**About this exercise**. The records below must be written out exactly, with every picture left behind.

_ _ _

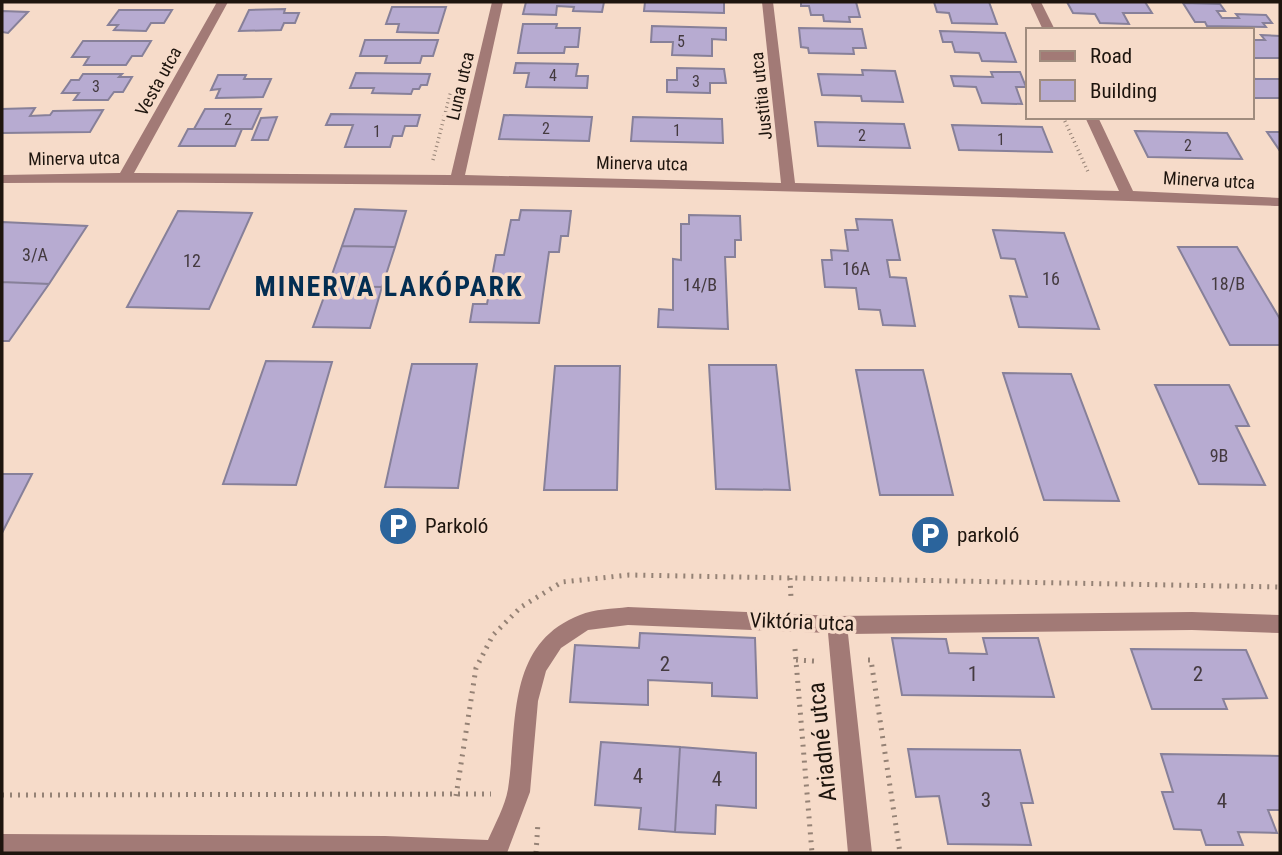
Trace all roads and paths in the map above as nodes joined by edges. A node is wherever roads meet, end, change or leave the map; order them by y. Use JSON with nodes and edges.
{"nodes":[{"id":1,"x":222,"y":2,"type":"edge"},
{"id":2,"x":498,"y":2,"type":"edge"},
{"id":3,"x":768,"y":2,"type":"edge"},
{"id":4,"x":1036,"y":2,"type":"edge"},
{"id":5,"x":1048,"y":28,"type":"edge"},
{"id":6,"x":1064,"y":119,"type":"edge"},
{"id":7,"x":1092,"y":119,"type":"edge"},
{"id":8,"x":125,"y":177,"type":"junction"},
{"id":9,"x":2,"y":179,"type":"edge"},
{"id":10,"x":457,"y":179,"type":"junction"},
{"id":11,"x":788,"y":186,"type":"junction"},
{"id":12,"x":1099,"y":194,"type":"junction"},
{"id":13,"x":1128,"y":195,"type":"junction"},
{"id":14,"x":1280,"y":202,"type":"edge"},
{"id":15,"x":790,"y":578,"type":"dead end"},
{"id":16,"x":793,"y":622,"type":"junction"},
{"id":17,"x":1280,"y":624,"type":"edge"},
{"id":18,"x":836,"y":625,"type":"junction"},
{"id":19,"x":519,"y":792,"type":"junction"},
{"id":20,"x":2,"y":795,"type":"edge"},
{"id":21,"x":2,"y":846,"type":"edge"},
{"id":22,"x":495,"y":853,"type":"edge"},
{"id":23,"x":812,"y":853,"type":"edge"},
{"id":24,"x":860,"y":853,"type":"edge"}],
"edges":[{"from":1,"to":8,"type":"street","name":"Vesta utca"},
{"from":2,"to":10,"type":"street","name":"Luna utca"},
{"from":3,"to":11,"type":"street","name":"Justitia utca"},
{"from":4,"to":5,"type":"street"},
{"from":6,"to":12,"type":"path"},
{"from":7,"to":13,"type":"street"},
{"from":8,"to":9,"type":"street","name":"Minerva utca"},
{"from":8,"to":10,"type":"street","name":"Minerva utca"},
{"from":10,"to":11,"type":"street","name":"Minerva utca"},
{"from":11,"to":12,"type":"street","name":"Minerva utca"},
{"from":12,"to":13,"type":"street","name":"Minerva utca"},
{"from":13,"to":14,"type":"street","name":"Minerva utca"},
{"from":15,"to":16,"type":"path"},
{"from":16,"to":18,"type":"street","name":"Viktória utca"},
{"from":16,"to":19,"type":"street","name":"Viktória utca"},
{"from":16,"to":23,"type":"path"},
{"from":17,"to":18,"type":"street","name":"Viktória utca"},
{"from":18,"to":24,"type":"street","name":"Ariadné utca"},
{"from":19,"to":20,"type":"path"},
{"from":19,"to":22,"type":"street","name":"Viktória utca"},
{"from":21,"to":22,"type":"street"}]}
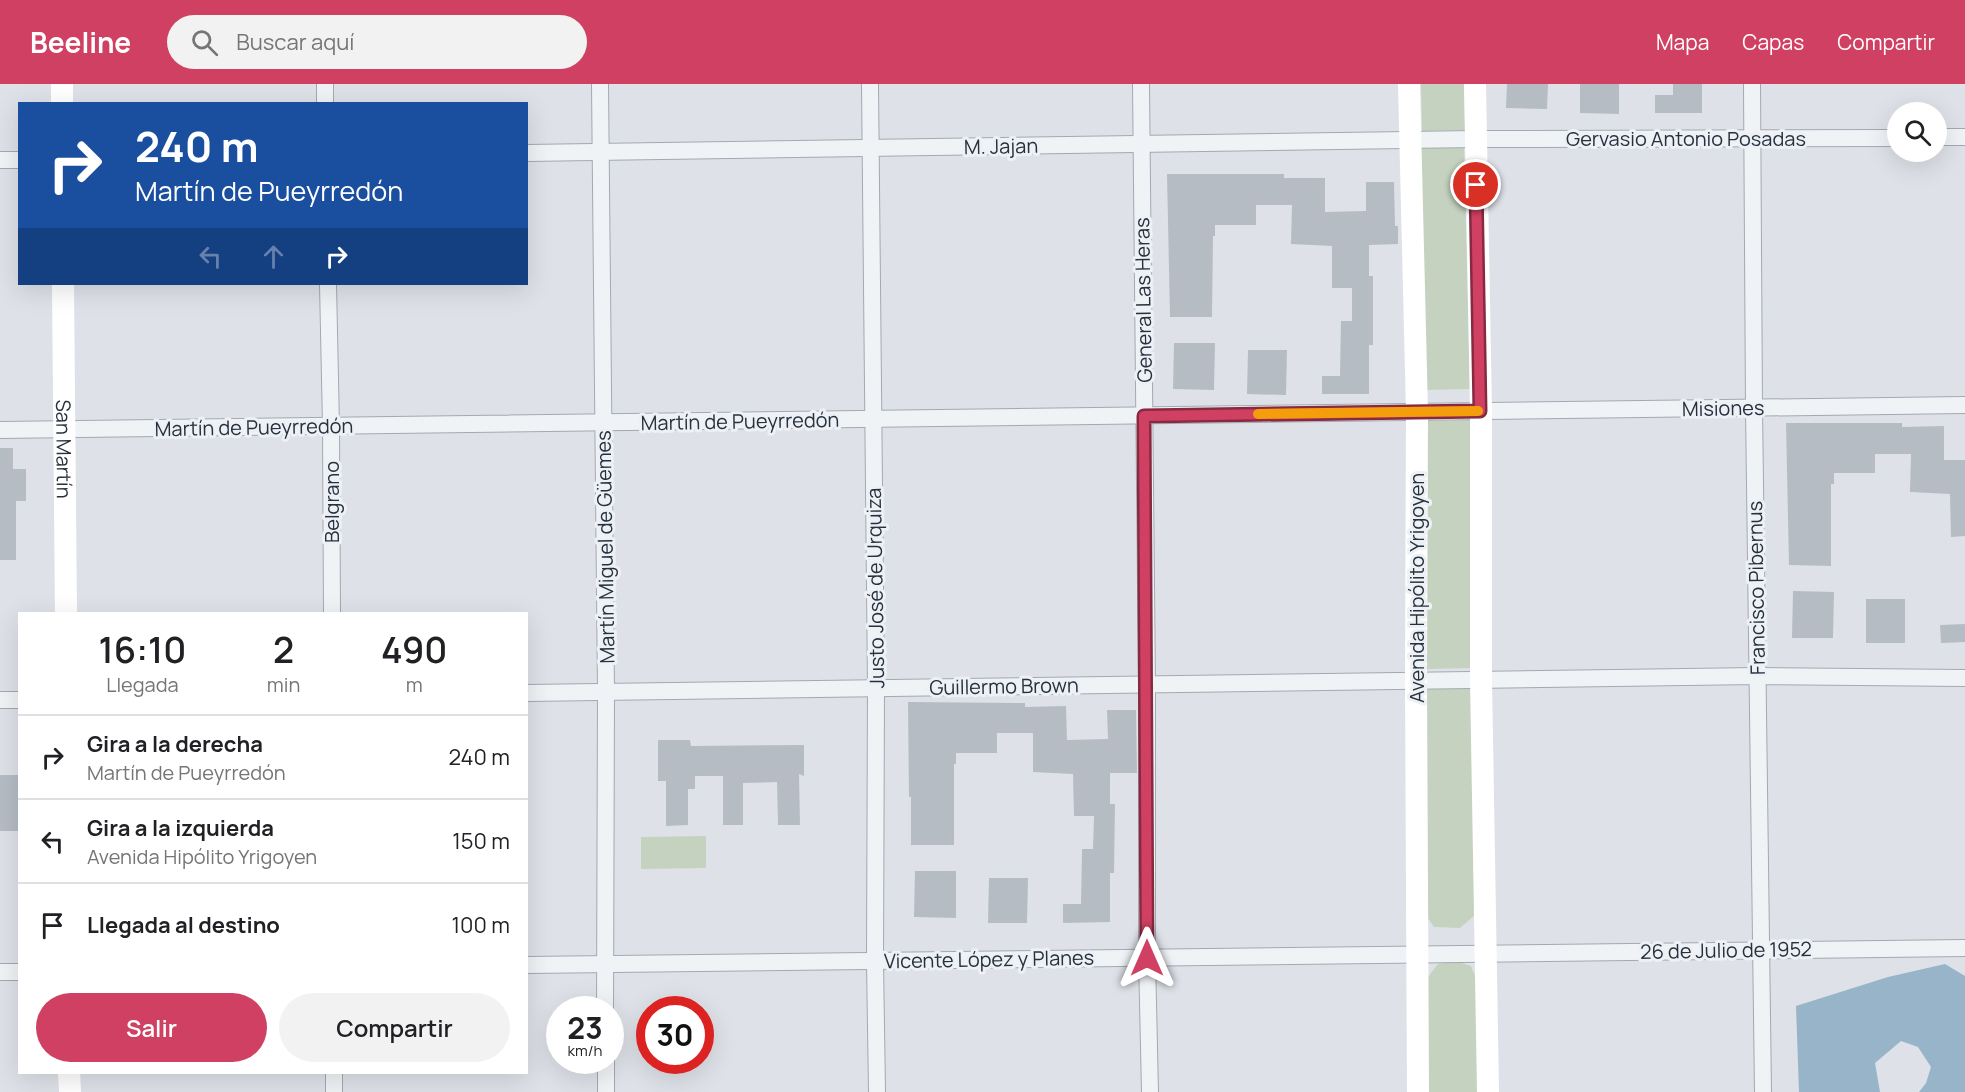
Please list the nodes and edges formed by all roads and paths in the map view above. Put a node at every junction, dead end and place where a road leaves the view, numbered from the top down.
1 (62, 84) edge
2 (325, 84) edge
3 (600, 84) edge
4 (870, 84) edge
5 (1142, 84) edge
6 (1409, 84) edge
7 (1475, 84) edge
8 (1752, 84) edge
9 (62, 102) edge
10 (325, 102) edge
11 (1947, 137) edge
12 (1965, 137) edge
13 (1753, 138) junction
14 (1887, 138) edge
15 (1475, 139) junction
16 (1410, 140) junction
17 (1142, 144) junction
18 (871, 148) junction
19 (601, 152) junction
20 (528, 153) edge
21 (0, 160) edge
22 (18, 160) edge
23 (63, 285) edge
24 (328, 285) edge
25 (1965, 405) edge
26 (1754, 408) junction
27 (1480, 411) junction
28 (1417, 412) junction
29 (1144, 416) junction
30 (873, 419) junction
31 (604, 423) junction
32 (331, 426) junction
33 (65, 429) junction
34 (0, 430) edge
35 (66, 612) edge
36 (332, 612) edge
37 (1758, 676) junction
38 (1965, 678) edge
39 (1481, 680) junction
40 (1416, 681) junction
41 (1147, 684) junction
42 (876, 688) junction
43 (606, 692) junction
44 (528, 693) edge
45 (0, 700) edge
46 (18, 700) edge
47 (1965, 948) edge
48 (1760, 950) junction
49 (1486, 953) junction
50 (1417, 954) junction
51 (1147, 958) junction
52 (875, 961) junction
53 (605, 964) junction
54 (528, 965) edge
55 (0, 972) edge
56 (18, 972) edge
57 (605, 996) edge
58 (69, 1074) edge
59 (334, 1074) edge
60 (606, 1074) edge
61 (70, 1092) edge
62 (334, 1092) edge
63 (606, 1092) edge
64 (877, 1092) edge
65 (1150, 1092) edge
66 (1418, 1092) edge
67 (1488, 1092) edge
68 (1763, 1092) edge

1 - 9 main road
2 - 10 street
3 - 19 street, Martín Miguel de Güemes
4 - 18 street, Justo José de Urquiza
5 - 17 street, General Las Heras
6 - 16 main road, Avenida Hipólito Yrigoyen
7 - 15 main road
8 - 13 street, Francisco Pibernus
11 - 12 street
13 - 14 street, Gervasio Antonio Posadas
13 - 15 street, Gervasio Antonio Posadas
13 - 26 street, Francisco Pibernus
15 - 16 street, M. Jajan
15 - 27 main road
16 - 17 street, M. Jajan
16 - 28 main road, Avenida Hipólito Yrigoyen
17 - 18 street, M. Jajan
17 - 29 street, General Las Heras
18 - 19 street, M. Jajan
18 - 30 street, Justo José de Urquiza
19 - 20 street, M. Jajan
19 - 31 street, Martín Miguel de Güemes
21 - 22 street
23 - 33 main road, San Martín
24 - 32 street, Belgrano
25 - 26 street, Misiones
26 - 27 street, Misiones
26 - 37 street, Francisco Pibernus
27 - 28 street, Martín de Pueyrredón
27 - 39 main road
28 - 29 street, Martín de Pueyrredón
28 - 40 main road, Avenida Hipólito Yrigoyen
29 - 30 street, Martín de Pueyrredón
29 - 41 street, General Las Heras
30 - 31 street, Martín de Pueyrredón
30 - 42 street, Justo José de Urquiza
31 - 32 street, Martín de Pueyrredón
31 - 43 street, Martín Miguel de Güemes
32 - 33 street, Martín de Pueyrredón
32 - 36 street, Belgrano
33 - 34 street, Martín de Pueyrredón
33 - 35 main road, San Martín
37 - 38 street, Guillermo Brown
37 - 39 street, Guillermo Brown
37 - 48 street, Francisco Pibernus
39 - 40 street, Guillermo Brown
39 - 49 main road
40 - 41 street, Guillermo Brown
40 - 50 main road, Avenida Hipólito Yrigoyen
41 - 42 street, Guillermo Brown
41 - 51 street, General Las Heras
42 - 43 street, Guillermo Brown
42 - 52 street, Justo José de Urquiza
43 - 44 street, Guillermo Brown
43 - 53 street, Martín Miguel de Güemes
45 - 46 street
47 - 48 street, 26 de Julio de 1952
48 - 49 street, 26 de Julio de 1952
48 - 68 street, Francisco Pibernus
49 - 50 street, Vicente López y Planes
49 - 67 main road
50 - 51 street, Vicente López y Planes
50 - 66 main road, Avenida Hipólito Yrigoyen
51 - 52 street, Vicente López y Planes
51 - 65 street, General Las Heras
52 - 53 street, Vicente López y Planes
52 - 64 street, Justo José de Urquiza
53 - 54 street, Vicente López y Planes
53 - 57 street, Martín Miguel de Güemes
55 - 56 street
58 - 61 main road
59 - 62 street
60 - 63 street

_ _ _

**Output below**.
Trace all roads and paths in the map above as nodes joined by edges. A node is wherever roads meet, end, change or leave the map; order them by y. Use JSON with nodes and edges.
{"nodes":[{"id":1,"x":222,"y":2,"type":"edge"},
{"id":2,"x":498,"y":2,"type":"edge"},
{"id":3,"x":768,"y":2,"type":"edge"},
{"id":4,"x":1036,"y":2,"type":"edge"},
{"id":5,"x":1048,"y":28,"type":"edge"},
{"id":6,"x":1064,"y":119,"type":"edge"},
{"id":7,"x":1092,"y":119,"type":"edge"},
{"id":8,"x":125,"y":177,"type":"junction"},
{"id":9,"x":2,"y":179,"type":"edge"},
{"id":10,"x":457,"y":179,"type":"junction"},
{"id":11,"x":788,"y":186,"type":"junction"},
{"id":12,"x":1099,"y":194,"type":"junction"},
{"id":13,"x":1128,"y":195,"type":"junction"},
{"id":14,"x":1280,"y":202,"type":"edge"},
{"id":15,"x":790,"y":578,"type":"dead end"},
{"id":16,"x":793,"y":622,"type":"junction"},
{"id":17,"x":1280,"y":624,"type":"edge"},
{"id":18,"x":836,"y":625,"type":"junction"},
{"id":19,"x":519,"y":792,"type":"junction"},
{"id":20,"x":2,"y":795,"type":"edge"},
{"id":21,"x":2,"y":846,"type":"edge"},
{"id":22,"x":495,"y":853,"type":"edge"},
{"id":23,"x":812,"y":853,"type":"edge"},
{"id":24,"x":860,"y":853,"type":"edge"}],
"edges":[{"from":1,"to":8,"type":"street","name":"Vesta utca"},
{"from":2,"to":10,"type":"street","name":"Luna utca"},
{"from":3,"to":11,"type":"street","name":"Justitia utca"},
{"from":4,"to":5,"type":"street"},
{"from":6,"to":12,"type":"path"},
{"from":7,"to":13,"type":"street"},
{"from":8,"to":9,"type":"street","name":"Minerva utca"},
{"from":8,"to":10,"type":"street","name":"Minerva utca"},
{"from":10,"to":11,"type":"street","name":"Minerva utca"},
{"from":11,"to":12,"type":"street","name":"Minerva utca"},
{"from":12,"to":13,"type":"street","name":"Minerva utca"},
{"from":13,"to":14,"type":"street","name":"Minerva utca"},
{"from":15,"to":16,"type":"path"},
{"from":16,"to":18,"type":"street","name":"Viktória utca"},
{"from":16,"to":19,"type":"street","name":"Viktória utca"},
{"from":16,"to":23,"type":"path"},
{"from":17,"to":18,"type":"street","name":"Viktória utca"},
{"from":18,"to":24,"type":"street","name":"Ariadné utca"},
{"from":19,"to":20,"type":"path"},
{"from":19,"to":22,"type":"street","name":"Viktória utca"},
{"from":21,"to":22,"type":"street"}]}
Please list the nodes and edges formed by all roads and paths in the map view above. Put a node at every junction, dead end and place where a road leaves the view, numbered from the top down.
1 (62, 84) edge
2 (325, 84) edge
3 (600, 84) edge
4 (870, 84) edge
5 (1142, 84) edge
6 (1409, 84) edge
7 (1475, 84) edge
8 (1752, 84) edge
9 (62, 102) edge
10 (325, 102) edge
11 (1947, 137) edge
12 (1965, 137) edge
13 (1753, 138) junction
14 (1887, 138) edge
15 (1475, 139) junction
16 (1410, 140) junction
17 (1142, 144) junction
18 (871, 148) junction
19 (601, 152) junction
20 (528, 153) edge
21 (0, 160) edge
22 (18, 160) edge
23 (63, 285) edge
24 (328, 285) edge
25 (1965, 405) edge
26 (1754, 408) junction
27 (1480, 411) junction
28 (1417, 412) junction
29 (1144, 416) junction
30 (873, 419) junction
31 (604, 423) junction
32 (331, 426) junction
33 (65, 429) junction
34 (0, 430) edge
35 (66, 612) edge
36 (332, 612) edge
37 (1758, 676) junction
38 (1965, 678) edge
39 (1481, 680) junction
40 (1416, 681) junction
41 (1147, 684) junction
42 (876, 688) junction
43 (606, 692) junction
44 (528, 693) edge
45 (0, 700) edge
46 (18, 700) edge
47 (1965, 948) edge
48 (1760, 950) junction
49 (1486, 953) junction
50 (1417, 954) junction
51 (1147, 958) junction
52 (875, 961) junction
53 (605, 964) junction
54 (528, 965) edge
55 (0, 972) edge
56 (18, 972) edge
57 (605, 996) edge
58 (69, 1074) edge
59 (334, 1074) edge
60 (606, 1074) edge
61 (70, 1092) edge
62 (334, 1092) edge
63 (606, 1092) edge
64 (877, 1092) edge
65 (1150, 1092) edge
66 (1418, 1092) edge
67 (1488, 1092) edge
68 (1763, 1092) edge

1 - 9 main road
2 - 10 street
3 - 19 street, Martín Miguel de Güemes
4 - 18 street, Justo José de Urquiza
5 - 17 street, General Las Heras
6 - 16 main road, Avenida Hipólito Yrigoyen
7 - 15 main road
8 - 13 street, Francisco Pibernus
11 - 12 street
13 - 14 street, Gervasio Antonio Posadas
13 - 15 street, Gervasio Antonio Posadas
13 - 26 street, Francisco Pibernus
15 - 16 street, M. Jajan
15 - 27 main road
16 - 17 street, M. Jajan
16 - 28 main road, Avenida Hipólito Yrigoyen
17 - 18 street, M. Jajan
17 - 29 street, General Las Heras
18 - 19 street, M. Jajan
18 - 30 street, Justo José de Urquiza
19 - 20 street, M. Jajan
19 - 31 street, Martín Miguel de Güemes
21 - 22 street
23 - 33 main road, San Martín
24 - 32 street, Belgrano
25 - 26 street, Misiones
26 - 27 street, Misiones
26 - 37 street, Francisco Pibernus
27 - 28 street, Martín de Pueyrredón
27 - 39 main road
28 - 29 street, Martín de Pueyrredón
28 - 40 main road, Avenida Hipólito Yrigoyen
29 - 30 street, Martín de Pueyrredón
29 - 41 street, General Las Heras
30 - 31 street, Martín de Pueyrredón
30 - 42 street, Justo José de Urquiza
31 - 32 street, Martín de Pueyrredón
31 - 43 street, Martín Miguel de Güemes
32 - 33 street, Martín de Pueyrredón
32 - 36 street, Belgrano
33 - 34 street, Martín de Pueyrredón
33 - 35 main road, San Martín
37 - 38 street, Guillermo Brown
37 - 39 street, Guillermo Brown
37 - 48 street, Francisco Pibernus
39 - 40 street, Guillermo Brown
39 - 49 main road
40 - 41 street, Guillermo Brown
40 - 50 main road, Avenida Hipólito Yrigoyen
41 - 42 street, Guillermo Brown
41 - 51 street, General Las Heras
42 - 43 street, Guillermo Brown
42 - 52 street, Justo José de Urquiza
43 - 44 street, Guillermo Brown
43 - 53 street, Martín Miguel de Güemes
45 - 46 street
47 - 48 street, 26 de Julio de 1952
48 - 49 street, 26 de Julio de 1952
48 - 68 street, Francisco Pibernus
49 - 50 street, Vicente López y Planes
49 - 67 main road
50 - 51 street, Vicente López y Planes
50 - 66 main road, Avenida Hipólito Yrigoyen
51 - 52 street, Vicente López y Planes
51 - 65 street, General Las Heras
52 - 53 street, Vicente López y Planes
52 - 64 street, Justo José de Urquiza
53 - 54 street, Vicente López y Planes
53 - 57 street, Martín Miguel de Güemes
55 - 56 street
58 - 61 main road
59 - 62 street
60 - 63 street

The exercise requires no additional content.